§ **SUPPLIED MATERIAL**:

..........

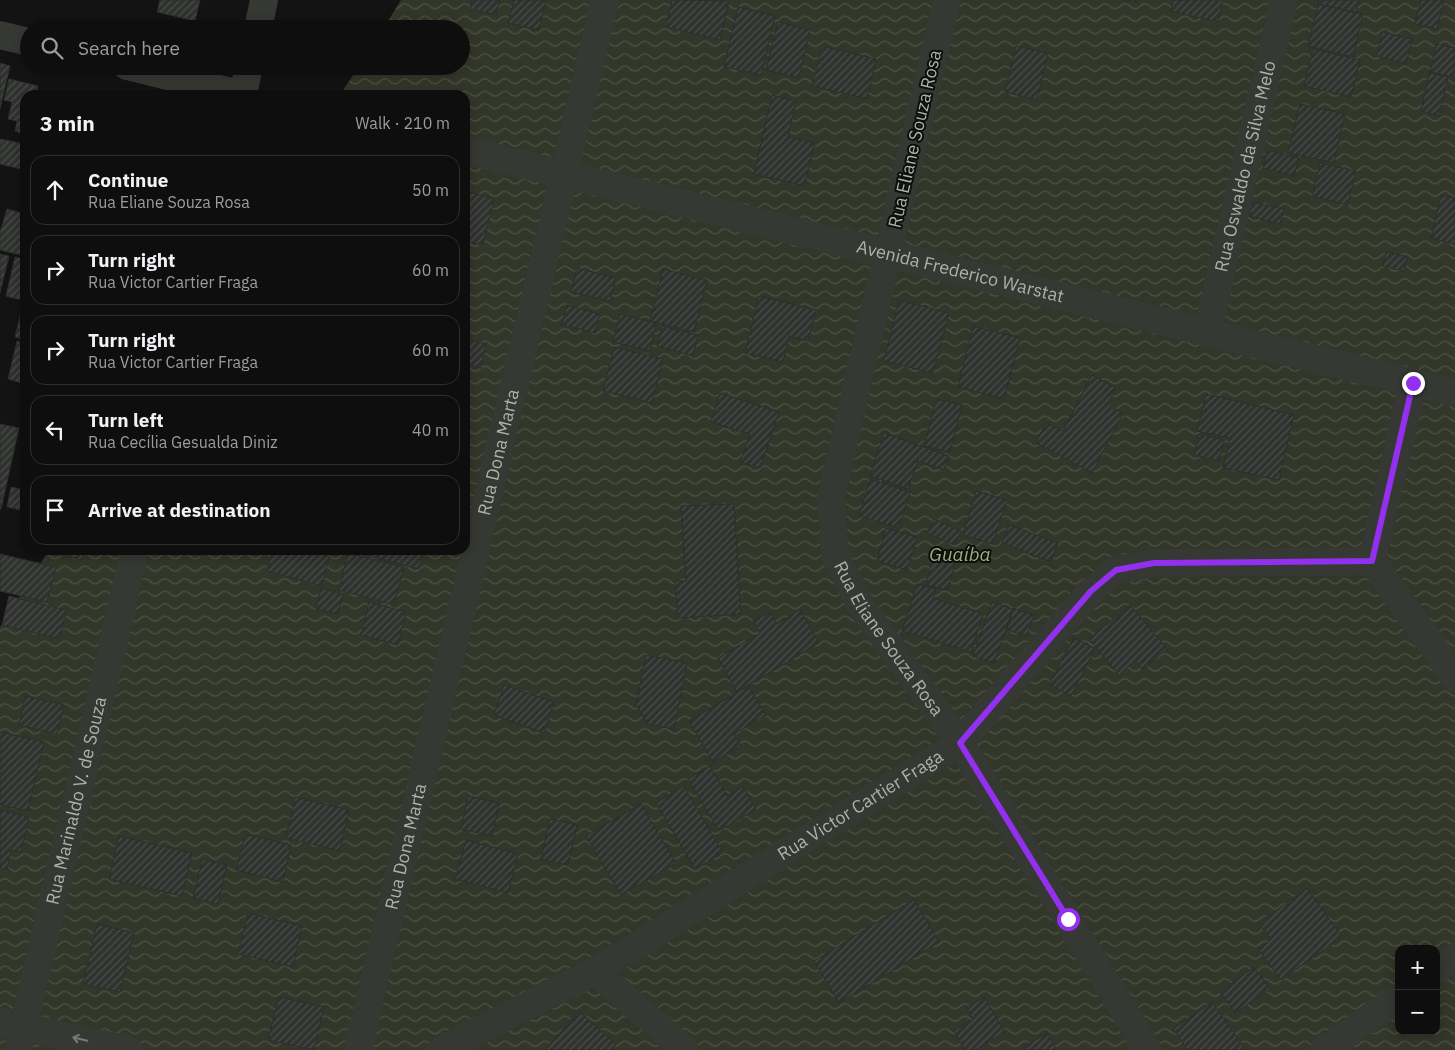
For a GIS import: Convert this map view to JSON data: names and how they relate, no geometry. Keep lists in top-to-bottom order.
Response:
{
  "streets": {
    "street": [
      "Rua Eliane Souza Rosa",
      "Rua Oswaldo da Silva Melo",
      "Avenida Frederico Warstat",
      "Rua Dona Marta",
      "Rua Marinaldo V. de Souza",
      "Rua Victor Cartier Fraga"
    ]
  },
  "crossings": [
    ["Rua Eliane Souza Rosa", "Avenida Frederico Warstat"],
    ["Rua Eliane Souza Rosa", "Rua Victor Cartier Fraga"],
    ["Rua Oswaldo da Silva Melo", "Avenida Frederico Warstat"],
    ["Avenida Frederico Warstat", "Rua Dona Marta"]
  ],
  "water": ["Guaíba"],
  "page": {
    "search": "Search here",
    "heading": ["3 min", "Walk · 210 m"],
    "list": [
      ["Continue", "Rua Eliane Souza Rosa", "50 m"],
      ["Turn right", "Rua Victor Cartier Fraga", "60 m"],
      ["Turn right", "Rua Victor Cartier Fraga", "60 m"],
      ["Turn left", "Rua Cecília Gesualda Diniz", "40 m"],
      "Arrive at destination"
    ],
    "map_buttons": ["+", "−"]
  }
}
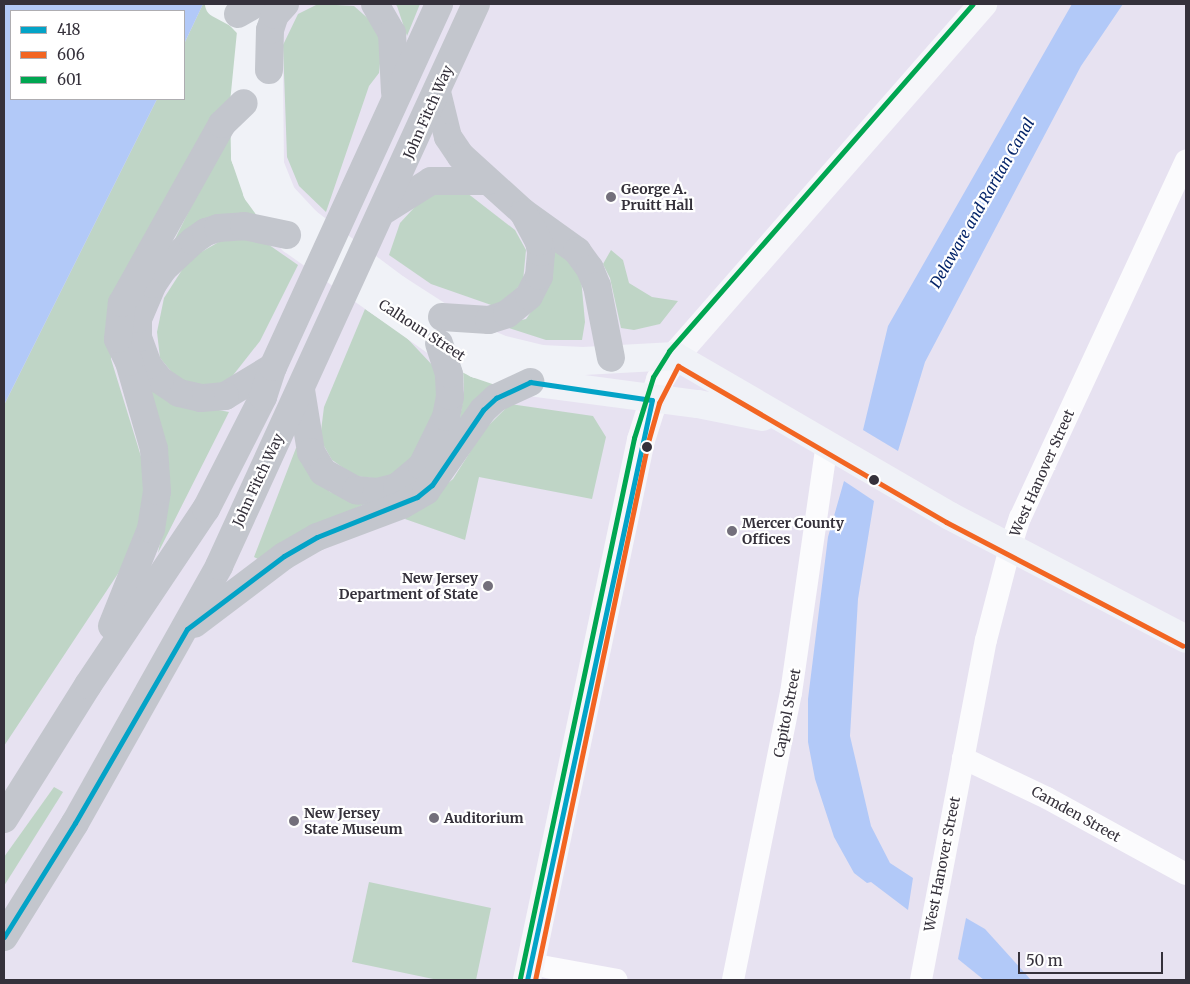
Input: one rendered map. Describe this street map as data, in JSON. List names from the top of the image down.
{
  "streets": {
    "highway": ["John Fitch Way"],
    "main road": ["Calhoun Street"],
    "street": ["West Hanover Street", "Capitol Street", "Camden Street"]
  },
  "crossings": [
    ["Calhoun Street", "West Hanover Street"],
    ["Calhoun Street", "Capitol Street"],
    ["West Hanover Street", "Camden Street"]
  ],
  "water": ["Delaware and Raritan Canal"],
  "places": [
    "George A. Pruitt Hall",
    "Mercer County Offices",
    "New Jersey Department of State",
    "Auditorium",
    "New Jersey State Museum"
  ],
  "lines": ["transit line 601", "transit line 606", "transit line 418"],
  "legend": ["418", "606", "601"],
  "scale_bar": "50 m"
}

..........

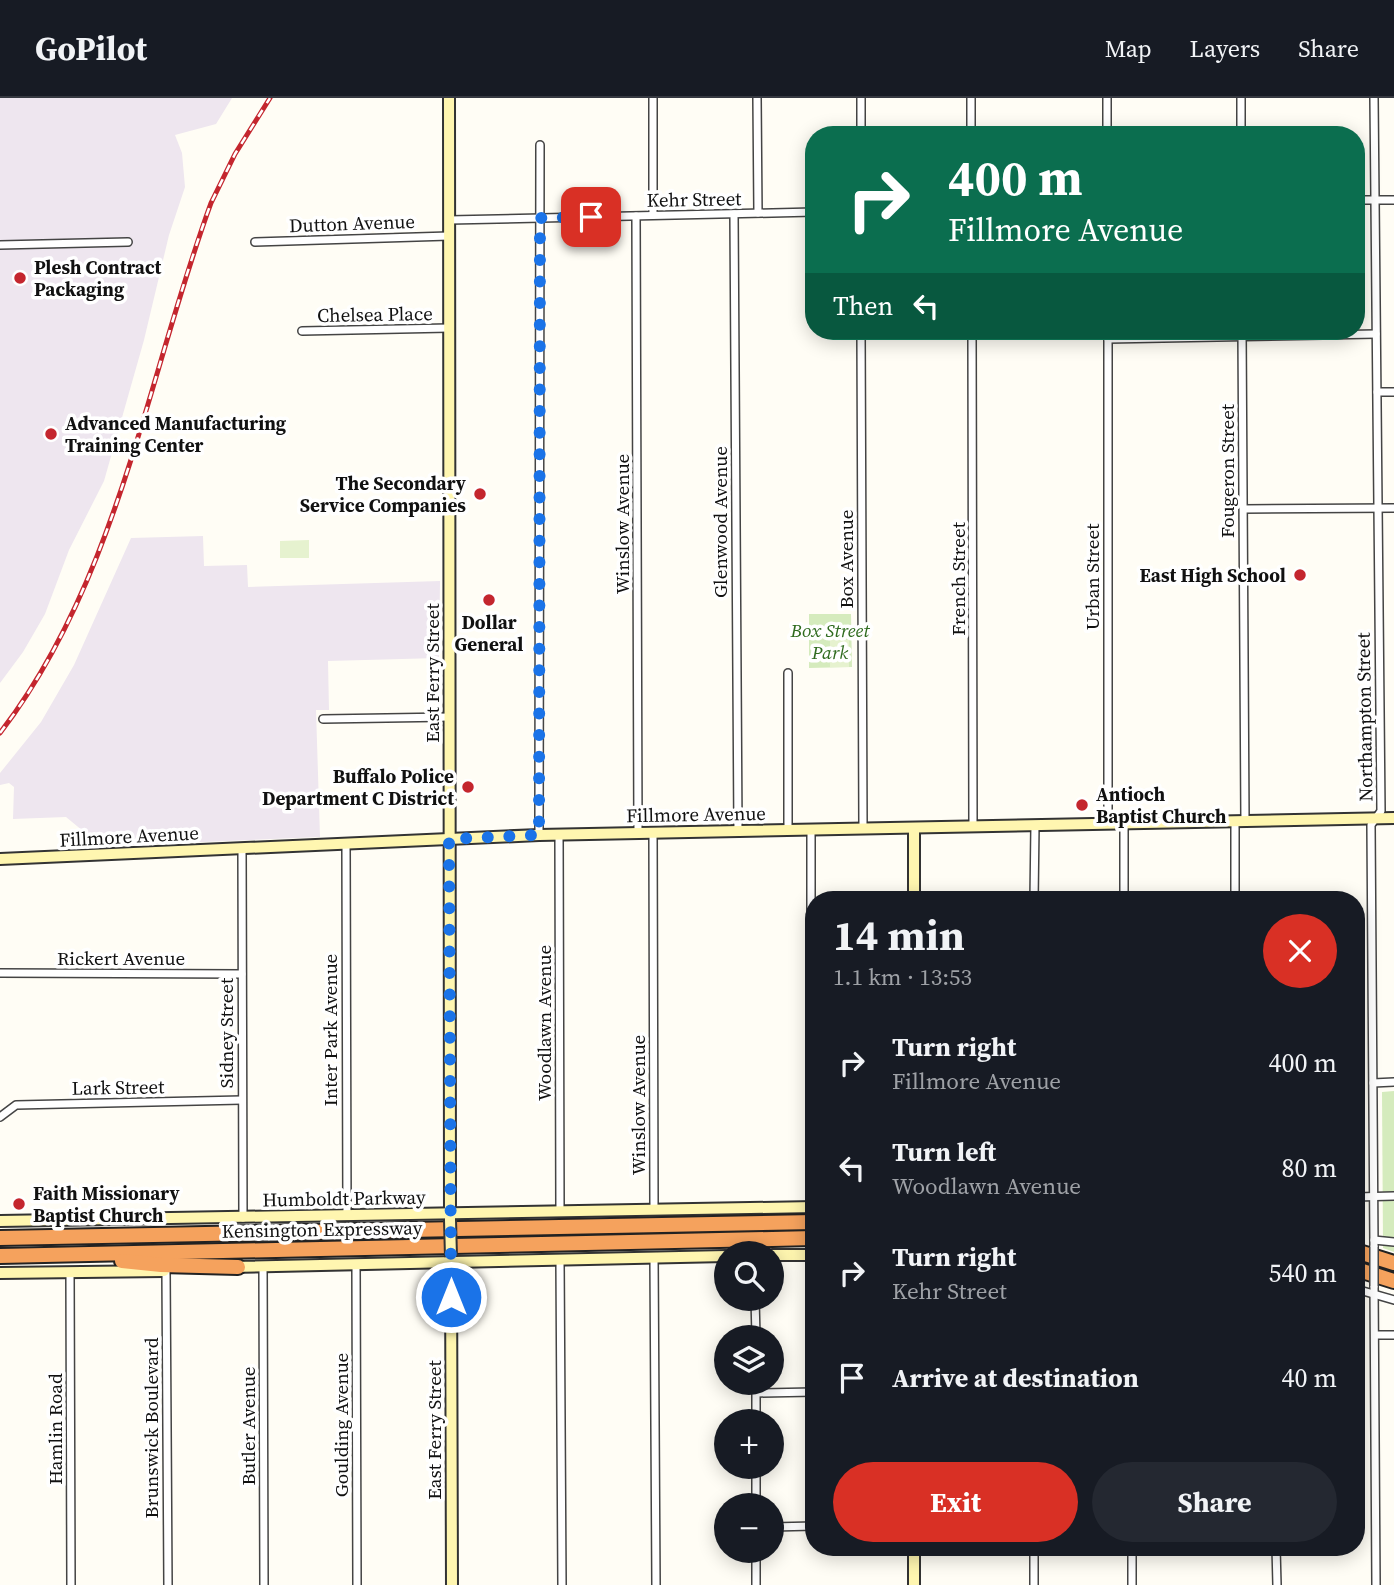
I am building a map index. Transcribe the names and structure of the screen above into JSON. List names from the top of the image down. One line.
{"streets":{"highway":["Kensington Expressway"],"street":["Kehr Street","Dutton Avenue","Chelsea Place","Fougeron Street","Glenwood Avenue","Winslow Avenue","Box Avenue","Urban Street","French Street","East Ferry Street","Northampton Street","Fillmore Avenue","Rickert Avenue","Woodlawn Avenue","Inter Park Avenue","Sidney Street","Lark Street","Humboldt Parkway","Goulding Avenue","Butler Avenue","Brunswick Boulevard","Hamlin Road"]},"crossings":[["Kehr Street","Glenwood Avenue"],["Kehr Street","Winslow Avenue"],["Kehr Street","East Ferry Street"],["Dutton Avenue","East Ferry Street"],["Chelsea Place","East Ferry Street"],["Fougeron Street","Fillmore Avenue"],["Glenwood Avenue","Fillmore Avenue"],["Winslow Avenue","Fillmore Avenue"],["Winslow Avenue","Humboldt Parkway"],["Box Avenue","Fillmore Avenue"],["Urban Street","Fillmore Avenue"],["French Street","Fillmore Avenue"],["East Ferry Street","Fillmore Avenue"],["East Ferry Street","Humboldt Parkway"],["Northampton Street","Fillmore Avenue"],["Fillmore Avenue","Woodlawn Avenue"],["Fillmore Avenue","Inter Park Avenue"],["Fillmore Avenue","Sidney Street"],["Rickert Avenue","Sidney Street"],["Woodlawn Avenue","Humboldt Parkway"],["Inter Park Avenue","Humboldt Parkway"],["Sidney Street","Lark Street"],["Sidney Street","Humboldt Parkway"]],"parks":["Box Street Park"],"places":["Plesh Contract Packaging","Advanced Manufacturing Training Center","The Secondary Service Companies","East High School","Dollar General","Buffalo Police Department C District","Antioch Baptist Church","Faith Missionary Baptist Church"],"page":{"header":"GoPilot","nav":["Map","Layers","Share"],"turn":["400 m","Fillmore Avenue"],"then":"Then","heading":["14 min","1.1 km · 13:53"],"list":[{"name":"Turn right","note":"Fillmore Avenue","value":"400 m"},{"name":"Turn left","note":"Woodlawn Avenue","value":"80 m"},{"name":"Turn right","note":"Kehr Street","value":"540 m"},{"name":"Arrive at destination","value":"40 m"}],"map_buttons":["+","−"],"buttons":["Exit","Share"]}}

..........

§ **TASK STATEMENT**: Find how many lines contain "names" in the data. Write that number and nothing else.

§ **ANSWER BOX**: 3